Mutations in the nebulin gene associated with autosomal recessive nemaline myopathy

Abstract

The congenital nemaline myopathies are rare hereditary muscle disorders characterized by the presence in the muscle fibers of nemaline bodies consisting of proteins derived from the Z disc and thin filament. In a single large Australian family with an autosomal dominant form of nemaline myopathy, the disease is caused by a mutation in the alpha-tropomyosin gene TPM3. The typical form of nemaline myopathy is inherited as an autosomal recessive trait, the locus of which we previously assigned to chromosome 2q21.2-q22. We show here that mutations in the nebulin gene located within this region are associated with the disease. The nebulin protein is a giant protein found in the thin filaments of striated muscle. A variety of nebulin isoforms are thought to contribute to the molecular diversity of Z discs. We have studied the 3' end of the 20. 8-kb cDNA encoding the Z disc part of the 800-kDa protein and describe six disease-associated mutations in patients from five families of different ethnic origins. In two families with consanguineous parents, the patients were homozygous for point mutations. In one family with nonconsanguineous parents, the affected siblings were compound heterozygotes for two different mutations, and in two further families with one detected mutation each, haplotypes are compatible with compound heterozygosity. Immunofluorescence studies with antibodies specific to the C-terminal region of nebulin indicate that the mutations may cause protein truncation possibly associated with loss of fiber-type diversity, which may be relevant to disease pathogenesis.

Figures

Figure 1

Overview of the layout of actin, tropomyosin, titin, and nebulin filaments in Z lines from vertebrate striated muscles. Titin: The N-terminal region spans the Z line, and, therefore, titin filaments from opposite sarcomeres fully overlap within the Z lines (12). Within the Z line, titin filaments connect to α-actinin Z filaments at multiple sites, which then cross-link the titin and thin filaments (–15). Nebulin:Nebulin filaments appear to insert about 30 nm away from the center of the Z line (10).
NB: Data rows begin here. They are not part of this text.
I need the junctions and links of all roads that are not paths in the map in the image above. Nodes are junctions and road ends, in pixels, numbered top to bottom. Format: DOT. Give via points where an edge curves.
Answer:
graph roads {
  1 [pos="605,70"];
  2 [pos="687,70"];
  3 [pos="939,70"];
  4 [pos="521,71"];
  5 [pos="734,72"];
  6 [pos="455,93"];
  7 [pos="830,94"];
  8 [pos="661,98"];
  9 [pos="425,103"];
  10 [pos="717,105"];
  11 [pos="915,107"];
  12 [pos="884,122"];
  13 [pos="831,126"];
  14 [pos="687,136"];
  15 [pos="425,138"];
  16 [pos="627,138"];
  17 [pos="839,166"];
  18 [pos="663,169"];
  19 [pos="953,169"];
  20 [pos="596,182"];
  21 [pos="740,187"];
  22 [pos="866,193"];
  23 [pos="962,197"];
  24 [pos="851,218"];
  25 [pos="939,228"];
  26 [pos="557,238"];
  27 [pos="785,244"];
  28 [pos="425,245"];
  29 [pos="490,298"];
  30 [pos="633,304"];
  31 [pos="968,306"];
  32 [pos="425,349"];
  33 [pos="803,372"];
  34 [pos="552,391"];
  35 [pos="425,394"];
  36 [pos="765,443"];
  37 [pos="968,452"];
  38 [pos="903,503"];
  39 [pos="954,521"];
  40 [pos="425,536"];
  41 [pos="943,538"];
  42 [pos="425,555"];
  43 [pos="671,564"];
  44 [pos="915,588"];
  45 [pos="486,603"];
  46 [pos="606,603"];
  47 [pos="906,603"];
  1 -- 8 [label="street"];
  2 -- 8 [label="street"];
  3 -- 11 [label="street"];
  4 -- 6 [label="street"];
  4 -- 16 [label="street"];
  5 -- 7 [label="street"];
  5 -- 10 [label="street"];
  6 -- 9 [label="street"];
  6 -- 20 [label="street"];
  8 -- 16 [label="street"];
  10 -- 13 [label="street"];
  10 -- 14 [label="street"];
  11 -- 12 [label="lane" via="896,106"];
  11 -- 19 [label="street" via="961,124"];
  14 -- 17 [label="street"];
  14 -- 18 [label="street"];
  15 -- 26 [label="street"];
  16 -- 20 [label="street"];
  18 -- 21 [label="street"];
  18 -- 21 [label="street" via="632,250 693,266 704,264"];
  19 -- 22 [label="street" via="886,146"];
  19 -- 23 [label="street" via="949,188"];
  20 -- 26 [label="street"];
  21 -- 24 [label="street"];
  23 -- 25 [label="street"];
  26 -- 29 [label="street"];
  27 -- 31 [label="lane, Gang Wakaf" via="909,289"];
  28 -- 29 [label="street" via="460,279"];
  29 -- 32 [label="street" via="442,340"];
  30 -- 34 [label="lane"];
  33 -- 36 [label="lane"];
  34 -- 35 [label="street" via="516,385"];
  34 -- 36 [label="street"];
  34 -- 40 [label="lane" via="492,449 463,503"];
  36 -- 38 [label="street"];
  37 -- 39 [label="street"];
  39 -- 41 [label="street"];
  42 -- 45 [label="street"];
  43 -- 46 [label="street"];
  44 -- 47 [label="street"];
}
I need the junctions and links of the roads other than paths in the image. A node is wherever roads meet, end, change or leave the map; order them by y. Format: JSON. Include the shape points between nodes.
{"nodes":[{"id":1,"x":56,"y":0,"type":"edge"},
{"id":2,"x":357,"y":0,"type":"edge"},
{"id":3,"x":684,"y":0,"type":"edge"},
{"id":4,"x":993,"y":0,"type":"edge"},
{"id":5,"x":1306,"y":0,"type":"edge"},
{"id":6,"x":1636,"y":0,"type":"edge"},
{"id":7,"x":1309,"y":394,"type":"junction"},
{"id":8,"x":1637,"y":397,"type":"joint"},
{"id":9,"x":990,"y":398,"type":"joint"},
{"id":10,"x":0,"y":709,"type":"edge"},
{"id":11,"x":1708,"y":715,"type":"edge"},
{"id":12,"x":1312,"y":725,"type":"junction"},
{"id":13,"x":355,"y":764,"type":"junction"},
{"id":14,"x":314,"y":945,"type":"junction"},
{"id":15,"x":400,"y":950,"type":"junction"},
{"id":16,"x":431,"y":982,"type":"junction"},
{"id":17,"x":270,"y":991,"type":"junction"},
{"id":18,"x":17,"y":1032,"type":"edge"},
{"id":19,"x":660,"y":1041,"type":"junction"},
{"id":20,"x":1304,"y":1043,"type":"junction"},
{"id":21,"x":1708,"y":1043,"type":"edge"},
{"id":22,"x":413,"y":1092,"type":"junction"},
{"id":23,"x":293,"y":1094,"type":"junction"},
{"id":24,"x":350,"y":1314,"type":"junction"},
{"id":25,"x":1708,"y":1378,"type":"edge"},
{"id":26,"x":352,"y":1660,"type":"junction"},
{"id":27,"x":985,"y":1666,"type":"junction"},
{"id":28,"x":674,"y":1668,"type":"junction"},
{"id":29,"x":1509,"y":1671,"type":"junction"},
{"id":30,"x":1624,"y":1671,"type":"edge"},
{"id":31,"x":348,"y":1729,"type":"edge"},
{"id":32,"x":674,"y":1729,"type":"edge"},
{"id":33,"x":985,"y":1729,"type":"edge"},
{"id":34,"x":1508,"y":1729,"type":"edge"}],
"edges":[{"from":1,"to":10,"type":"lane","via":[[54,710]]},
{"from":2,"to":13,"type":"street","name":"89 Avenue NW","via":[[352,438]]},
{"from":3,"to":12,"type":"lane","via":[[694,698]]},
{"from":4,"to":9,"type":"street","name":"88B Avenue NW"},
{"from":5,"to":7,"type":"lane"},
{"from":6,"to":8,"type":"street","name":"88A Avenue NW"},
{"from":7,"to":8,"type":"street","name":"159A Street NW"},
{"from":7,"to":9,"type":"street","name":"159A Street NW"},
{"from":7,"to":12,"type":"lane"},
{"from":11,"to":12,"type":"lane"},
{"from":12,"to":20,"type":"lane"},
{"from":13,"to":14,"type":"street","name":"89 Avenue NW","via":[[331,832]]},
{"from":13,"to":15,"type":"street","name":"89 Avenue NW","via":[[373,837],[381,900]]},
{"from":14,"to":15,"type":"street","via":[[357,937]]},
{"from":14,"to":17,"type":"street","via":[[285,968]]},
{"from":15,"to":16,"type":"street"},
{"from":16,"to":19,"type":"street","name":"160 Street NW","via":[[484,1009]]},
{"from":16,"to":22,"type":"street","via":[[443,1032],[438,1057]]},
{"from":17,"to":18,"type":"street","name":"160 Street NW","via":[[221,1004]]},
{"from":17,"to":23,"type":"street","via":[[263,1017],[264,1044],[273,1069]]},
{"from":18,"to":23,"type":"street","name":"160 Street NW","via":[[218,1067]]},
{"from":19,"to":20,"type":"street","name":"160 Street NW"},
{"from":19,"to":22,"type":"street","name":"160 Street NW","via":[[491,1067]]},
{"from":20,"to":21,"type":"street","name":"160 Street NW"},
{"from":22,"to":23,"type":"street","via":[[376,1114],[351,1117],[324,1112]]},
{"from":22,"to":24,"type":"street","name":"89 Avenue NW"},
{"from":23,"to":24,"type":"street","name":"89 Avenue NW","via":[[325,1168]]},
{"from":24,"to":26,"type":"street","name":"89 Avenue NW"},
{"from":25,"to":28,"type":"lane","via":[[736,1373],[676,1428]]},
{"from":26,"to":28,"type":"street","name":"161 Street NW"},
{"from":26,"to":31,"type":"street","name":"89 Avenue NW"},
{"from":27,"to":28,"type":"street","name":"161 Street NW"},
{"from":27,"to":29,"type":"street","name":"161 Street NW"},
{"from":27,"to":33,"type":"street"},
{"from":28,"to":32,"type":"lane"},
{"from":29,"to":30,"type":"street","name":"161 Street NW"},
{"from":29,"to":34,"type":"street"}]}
Triangles on the left indicate the location of the six identified mutations (Figs. 2 and 3). On the right, arrows indicate the location of the epitopes to which antibodies were raised for immunofluorescence studies (Fig. 4).

Figure 2

Genomic organization of the 3′ end of NEB, corresponding to the repeat domains M163–M185, the serine-rich domain with potential RS-phosphorylation motifs, and the SH3-domain of the protein. The exons are shown as boxes numbered from 153a to 187, and the introns are shown as lines. Exons 177b, 177c, 177d, and exon 178b are exons that are not present in the published nebulin sequence (accession no. X83957) but identified in cDNA from one patient with nemaline myopathy. The C-terminal protein structure from the end of the super-repeat region (S21R1–S22R7) to the SH3 domain is shown below the exon/intron organization. The mutation sites are indicated by arrows. The alternatively spliced region of nebulin is shown as gray exons and protein domains.

Figure 3

Haplotypes of families 1 and 2 in the 4-centimorgan region on chromosome 2q21.2-q22 harboring the nebulin gene (7). Black symbols indicate affected persons and white symbols indicate unaffected persons.

Figure 4

RT-PCR analysis of the region spanning nebulin exons 162, 163, and 164 in the patient from family 4. The center lane shows that mRNA from the patient gave two abnormally spliced products, about 190 and 400 bp, respectively. Sequencing of the fragments revealed absence of exon 163 in the smaller fragment, and the larger fragment contained exon 163, as well as 100 bp of intron 163. Right lane, the expected 293-bp product from control mRNA; left lane, size marker φX174/HaeIII.

Figure 5

Cryostat sections from a control (a and b), patient 4 (c and d), and patient 3 (e and f) immunolabeled with antibodies to the SH3 (a, c, and e) and M176–M181 (b, d, and f) domains of nebulin. Note the striation pattern with both antibodies in the control (a and b), and the fiber-typing effect (enhanced in slow fibers) with the M176–M181 antibody in the control and patient 4 (b and d). The difference in fiber types with the SH3 antibody in patient 3 (e) does not relate to a specific fiber type, but note that some fibers appear to be negative. (Bars = 50 μm.)

Figure 6

Immunolabeling of muscle from patient 5 showing absence of labeling with the SH3 antibody in longitudinal and transverse orientation (a) but positive labeling with the M176–M181 antibody (b). Labeling is enhanced in the small fibers expressing slow myosin (c), but the larger fibers are not completely negative and show uneven labeling (arrow). (Bar = 50 μm.)